Of course, students protested it

Strange Donuts is having a strange week.

The local chain’s location near the University of Missouri is going out of business, and it has blamed declining student enrollment facilitated by a certain professor who called for “some muscle” to get rid of student journalists.

People who likely supported the November 2015 campus protests that made Melissa Click a household name have since taken to trashing the business on review websites. They even announced a “doughnut protest.”

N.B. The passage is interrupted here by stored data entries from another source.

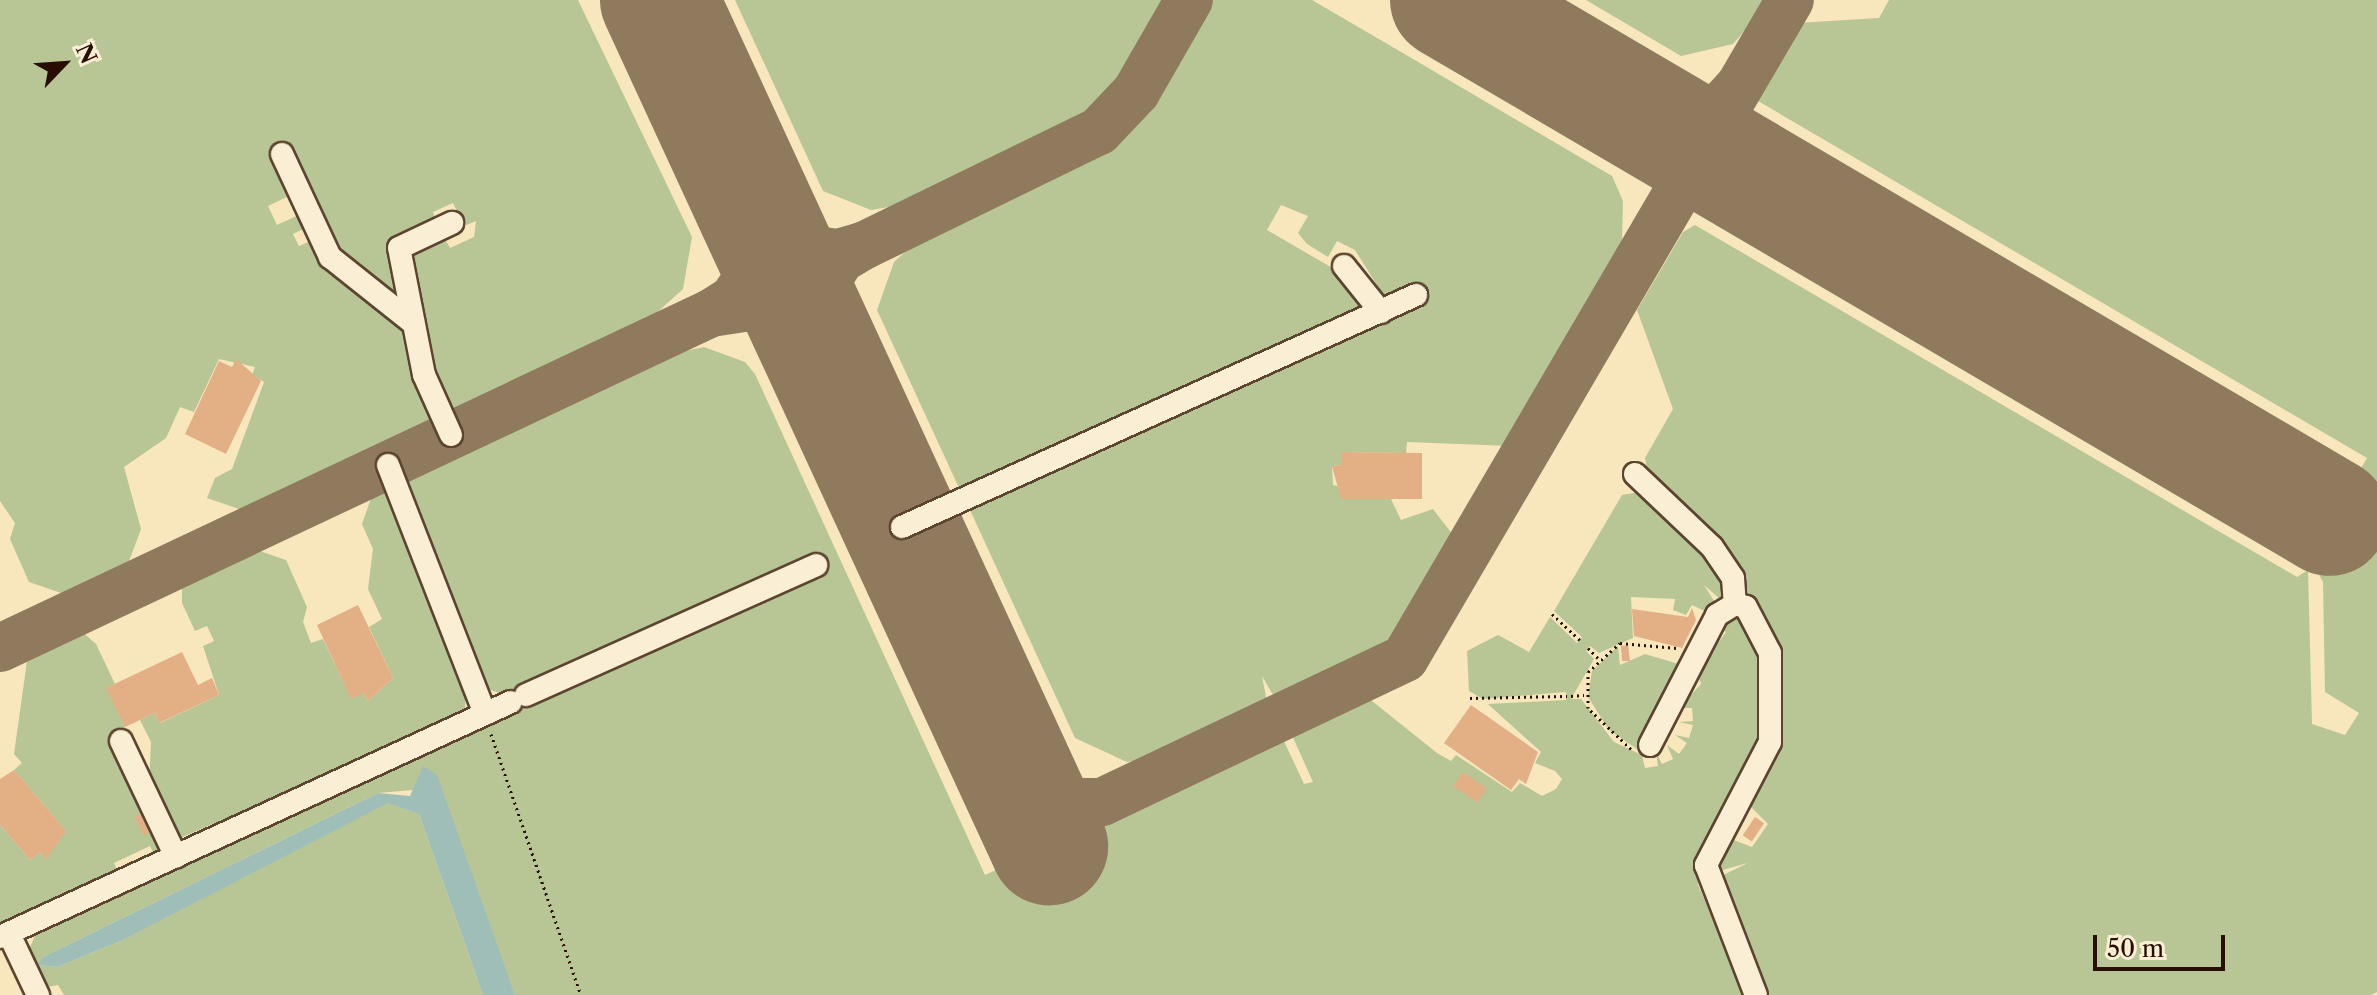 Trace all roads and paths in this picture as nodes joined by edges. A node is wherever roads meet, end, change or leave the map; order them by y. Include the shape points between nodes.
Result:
1 (282, 154) dead end
2 (452, 223) dead end
3 (1344, 266) dead end
4 (1416, 295) dead end
5 (1381, 312) junction
6 (413, 323) junction
7 (451, 435) dead end
8 (388, 465) dead end
9 (1635, 474) dead end
10 (902, 527) dead end
11 (816, 565) dead end
12 (1735, 604) junction
13 (1552, 614) dead end
14 (1580, 640) dead end
15 (1588, 648) dead end
16 (1695, 657) junction
17 (1598, 658) junction
18 (1584, 695) junction
19 (1470, 698) dead end
20 (485, 714) junction
21 (121, 741) dead end
22 (1650, 745) joint
23 (176, 857) junction
24 (5, 936) edge
25 (38, 995) edge
26 (581, 995) edge
27 (1756, 995) edge

1 - 6 lane via 330,257
2 - 6 lane via 399,248
3 - 5 lane via 1370,289
4 - 5 lane
5 - 10 lane
6 - 7 lane via 424,375
8 - 20 lane
9 - 12 lane via 1712,547 1733,578
11 - 20 lane
12 - 16 lane via 1717,615
12 - 27 lane via 1755,617 1770,653 1775,705 1763,762 1714,840 1706,865
13 - 14 path
15 - 17 path
16 - 17 path via 1646,641 1620,643
16 - 22 lane
17 - 18 path
18 - 19 path
18 - 22 path via 1610,735 1636,752
20 - 23 lane
20 - 26 path
21 - 23 lane
23 - 24 lane
24 - 25 lane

“It’s been a lot of fun but there has been a correlation between the student population decline and our sales,” said the Wednesday post, which has since been deleted. It used a screenshot that featured Click threatening to use physical force to remove a student journalist covering the protests.

Commenters were not amused.

It’s not correct that “enrollment was predicted to decline,” however. Mizzou enrollment was projected to rise slowly but steadily before the protests.

Strange did have some supporters.

And because it’s Mizzou, students staged a protest against Strange Donuts to show that “blaming a reaction to racism on Mizzou’s campus (or anywhere) isn’t the problem with your low sales.” They went to a competing doughnut shop, Harold’s, to “celebrate Strange Donut’s PR nightmare/going out of business” in Columbia.

Owner Jason Bockman released an apology on the shop’s Facebook page Thursday afternoon after the damage had been done, saying he wasn’t trying to be “inflammatory or offensive” and it was a “poor representation of me and our brand.”

He told the St. Louis Post-Dispatch he was “ashamed” of the posts, “which he meant to poke fun at Strange Donuts’ failure in Columbia rather than the enrollment decline that has followed the protests”:

“It was never my attention to offend anyone,” Bockman says. “I was hurt that I offended people.”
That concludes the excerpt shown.